Addiction : transition

Cela s’est heurté. Le traitement a parfois été réduit à tort, avec des conséquences parfois fâcheuses. J’ai pourtant vu un certain nombre de jeunes gens, le plus souvent des hommes, qui avaient réellement besoin de ce médicament. Ainsi, quelqu’un qui, en dernière année, voyait ses lourdes études d’ingénieur partir à vau-l’eau en raison de problèmes de concentration croissants, s’est complètement épanoui grâce à la Rilatine et a terminé ses études avec succès.

D’après mon expérience, ce type de patients utilise la médication avec conscience et n’en fait pas mauvais usage. Dans ce groupe, du moins en ce qui concerne l’usage d’amphétamines, je ne vois pas apparaître de dérives. Ce qui, dans une autre vie, est une substance addictive, joue ici très correctement le rôle d’un médicament ayant une influence favorable et profonde sur la qualité de vie.

Nous ne pouvons évidemment pas entrer ici dans tous les aspects de la question, mais seulement en dégager quelques grandes lignes. Elles peuvent être extrêmement diverses, bigarrées et variées, et il est peut-être utile, dans ce cas, de nous donner quelques bonnes règles empiriques. Nous devons garder à l’esprit qu’une atteinte grave de la personnalité, ainsi que le comportement étrange qui l’accompagne, peut être la conséquence de troubles identifiables au niveau des cellules cérébrales et des molécules messagères qu’elles échangent.

Une affection psychiatrique n’est pas quelque chose que l’on peut résoudre par une bonne conversation. Ce n’est pas non plus une question de culpabilité, de paresse ou de stupidité, ou quoi que ce soit de ce genre. Ce n’est certainement pas quelque chose que l’on a choisi.
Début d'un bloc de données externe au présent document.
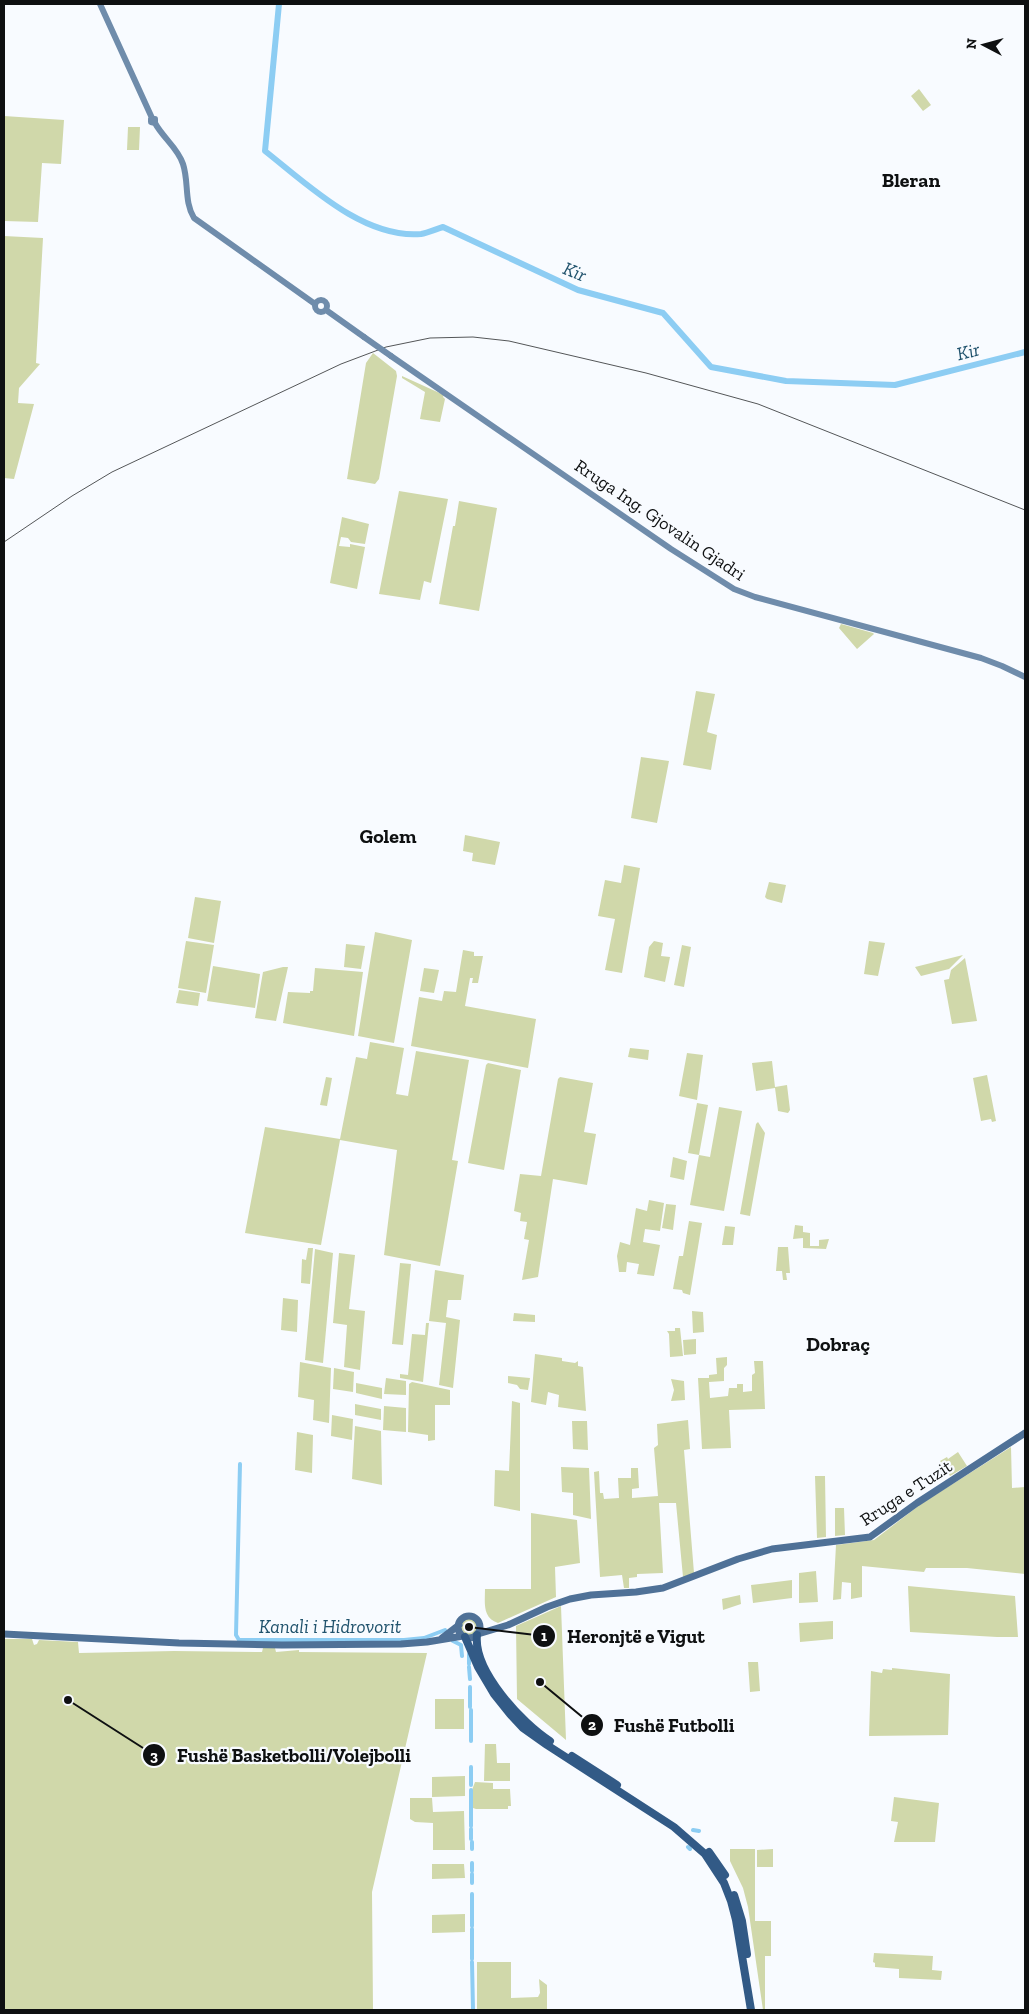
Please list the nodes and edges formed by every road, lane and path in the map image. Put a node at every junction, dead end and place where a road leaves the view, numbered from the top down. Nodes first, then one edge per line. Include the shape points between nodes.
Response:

Cela vous arrive. Dans bien des cas, cela ne reçoit aucun nom et il peut s’écouler beaucoup de temps avant qu’un médecin puisse poser un diagnostic.

Souvent, à ce moment-là, dans les cas graves, des dommages importants ont déjà été causés, parce que personne n’a su les identifier. C’est là que l’on constate souvent que l’approche psychothérapeutique n’est pas en mesure d’inverser la tendance, que le psychiatre entre en scène et, par extension, le médecin généraliste qui chausse ses lunettes psychiatriques.

Dans ces cas, un traitement médicamenteux adapté sera souvent nécessaire et, s’il est efficace, devra fréquemment être poursuivi pendant de nombreuses années, voire toute la vie. Les psychiatres sont encore plus rares et plus chers que les psychologues, même si une partie de leurs honoraires est remboursée par la mutuelle.